In the UK, 23andMe is not the first to launch genetic testing. The NHS’s 100,000 genome project conducts full genome sequencing as opposed to genotyping, whichcompares common differences in known genes. The NHS’s project, which is set to complete its pilot stage by 2017 as part of analysing how best to use genomic data in health care, is “world leading”, said Birney.
“This government is developing the use of genomics for patient care within the NHS,” a Department of Health spokesperson said. “We welcome initiatives that help to raise awareness of genomics and those which enable people to take more interest in their personal health but we urge people to think carefully before using private genomic services as no test is 100per cent reliable.”
“For the curious and the scientists, 23andMe is fine, it’s fun and you can have a ball with your ancestry, but for the general population the NHS is truly working out how best to use this in a way that is world leading,” said Birney. “If you’re waiting for the technology to catch up with you, the NHS will deliver.”
- Gene-testing company ‘here to stay’
- US gene testing firm halts marketing
- FDA bans personal genetic test kit
What’s the plan?
Dr Marcy Darnovsky, executive director of the Center for Genetics and Society in California, said the UK and Canadian launches could be a way of placing pressure on the FDA by demonstrating that regulators in other countries found no fault with their product.

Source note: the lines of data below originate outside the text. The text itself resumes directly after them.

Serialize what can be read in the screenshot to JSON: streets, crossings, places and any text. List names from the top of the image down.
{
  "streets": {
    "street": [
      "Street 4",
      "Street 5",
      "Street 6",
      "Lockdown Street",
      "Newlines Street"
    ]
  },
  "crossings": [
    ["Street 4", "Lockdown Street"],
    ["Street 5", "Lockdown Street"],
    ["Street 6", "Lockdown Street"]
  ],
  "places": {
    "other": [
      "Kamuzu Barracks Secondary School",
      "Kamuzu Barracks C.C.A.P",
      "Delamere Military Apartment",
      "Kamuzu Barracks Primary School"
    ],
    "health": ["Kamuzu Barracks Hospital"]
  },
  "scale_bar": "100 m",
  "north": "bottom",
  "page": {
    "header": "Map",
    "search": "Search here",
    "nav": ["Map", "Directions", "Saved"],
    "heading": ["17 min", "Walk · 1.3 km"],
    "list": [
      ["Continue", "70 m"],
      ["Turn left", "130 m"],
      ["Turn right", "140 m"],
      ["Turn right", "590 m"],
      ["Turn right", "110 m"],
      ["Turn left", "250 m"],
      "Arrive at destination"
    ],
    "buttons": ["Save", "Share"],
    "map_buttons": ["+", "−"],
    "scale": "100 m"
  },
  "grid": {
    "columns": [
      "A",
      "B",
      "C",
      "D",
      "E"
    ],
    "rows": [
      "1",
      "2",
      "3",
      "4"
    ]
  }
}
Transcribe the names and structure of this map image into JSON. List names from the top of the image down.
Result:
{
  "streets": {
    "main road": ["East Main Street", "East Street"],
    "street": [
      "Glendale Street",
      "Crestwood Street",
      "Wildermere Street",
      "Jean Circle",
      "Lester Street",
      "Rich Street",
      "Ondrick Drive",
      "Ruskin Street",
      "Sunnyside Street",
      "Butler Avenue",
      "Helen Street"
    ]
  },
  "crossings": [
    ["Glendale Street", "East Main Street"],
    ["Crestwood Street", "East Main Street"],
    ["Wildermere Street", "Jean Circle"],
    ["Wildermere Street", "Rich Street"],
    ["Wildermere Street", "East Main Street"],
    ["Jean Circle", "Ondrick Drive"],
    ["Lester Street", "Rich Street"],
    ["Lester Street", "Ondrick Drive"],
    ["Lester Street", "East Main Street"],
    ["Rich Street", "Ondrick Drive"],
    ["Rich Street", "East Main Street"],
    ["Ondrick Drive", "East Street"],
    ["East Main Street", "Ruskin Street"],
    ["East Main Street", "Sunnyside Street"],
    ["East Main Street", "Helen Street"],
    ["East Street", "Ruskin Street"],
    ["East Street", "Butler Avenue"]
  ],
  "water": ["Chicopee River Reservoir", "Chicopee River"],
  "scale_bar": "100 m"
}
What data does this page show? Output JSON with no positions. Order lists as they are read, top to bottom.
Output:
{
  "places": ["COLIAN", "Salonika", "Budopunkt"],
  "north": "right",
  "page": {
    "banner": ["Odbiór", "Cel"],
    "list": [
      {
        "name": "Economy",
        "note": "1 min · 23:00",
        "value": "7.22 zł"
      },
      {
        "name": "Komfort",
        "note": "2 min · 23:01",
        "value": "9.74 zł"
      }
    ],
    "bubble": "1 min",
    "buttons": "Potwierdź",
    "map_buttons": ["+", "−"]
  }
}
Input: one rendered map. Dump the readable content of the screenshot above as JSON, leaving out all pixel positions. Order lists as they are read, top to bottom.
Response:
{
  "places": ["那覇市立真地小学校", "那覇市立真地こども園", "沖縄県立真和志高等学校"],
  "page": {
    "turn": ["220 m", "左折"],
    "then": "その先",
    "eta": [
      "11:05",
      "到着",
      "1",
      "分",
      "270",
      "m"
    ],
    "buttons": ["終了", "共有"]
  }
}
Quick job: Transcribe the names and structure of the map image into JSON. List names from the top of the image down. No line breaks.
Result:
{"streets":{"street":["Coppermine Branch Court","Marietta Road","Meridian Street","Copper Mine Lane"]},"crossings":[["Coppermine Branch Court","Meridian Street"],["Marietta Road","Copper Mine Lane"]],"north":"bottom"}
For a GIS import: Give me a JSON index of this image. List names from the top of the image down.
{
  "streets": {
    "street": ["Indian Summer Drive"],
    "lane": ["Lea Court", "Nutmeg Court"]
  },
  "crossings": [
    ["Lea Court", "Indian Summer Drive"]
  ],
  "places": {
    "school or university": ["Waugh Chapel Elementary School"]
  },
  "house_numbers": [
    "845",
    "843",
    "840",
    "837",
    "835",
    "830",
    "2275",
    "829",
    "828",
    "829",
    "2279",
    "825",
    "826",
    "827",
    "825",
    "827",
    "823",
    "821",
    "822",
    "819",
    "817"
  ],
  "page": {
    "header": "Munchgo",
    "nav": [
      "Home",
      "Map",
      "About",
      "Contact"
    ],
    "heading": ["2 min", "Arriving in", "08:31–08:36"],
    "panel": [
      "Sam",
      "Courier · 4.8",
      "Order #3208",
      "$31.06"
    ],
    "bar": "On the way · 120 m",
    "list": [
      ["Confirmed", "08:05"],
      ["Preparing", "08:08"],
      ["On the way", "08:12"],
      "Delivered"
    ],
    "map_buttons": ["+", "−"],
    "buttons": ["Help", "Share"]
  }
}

“Genetic testing is an important medical tool in certain situations, but for healthy people as a way to predict common complex diseases, it’s pretty useless,” she told BBC News.
“Most complex diseases and almost all the common ones – with some exceptions such as the BRCA 1 and 2 genes (implicated in breast cancer) – are multi-factorial with many genes and other biological, social and environmental causes.”
What happens to the data gathered by 23andMe also concerns some people. “It’s not entirely clear what their business plan is – whether they want to make money by selling kits to consumers, or whether they want to make most of their money by selling consumer data to other companies,” Prof Greely told BBC News.
But Ms Wojcicki believes the information provided to customers is empowering. “23andMe’s mission is to ensure that individuals can personally access, understand and benefit from the human genome,” she said.
Commenting on the announcement, Mark Thomas, professor of evolutionary genetics at University College London, said: “For better or worse, direct-to-the-consumer genetic testing companies are here to stay.
“One could argue the rights and wrongs of such companies existing, but I suspect that ship has sailed.”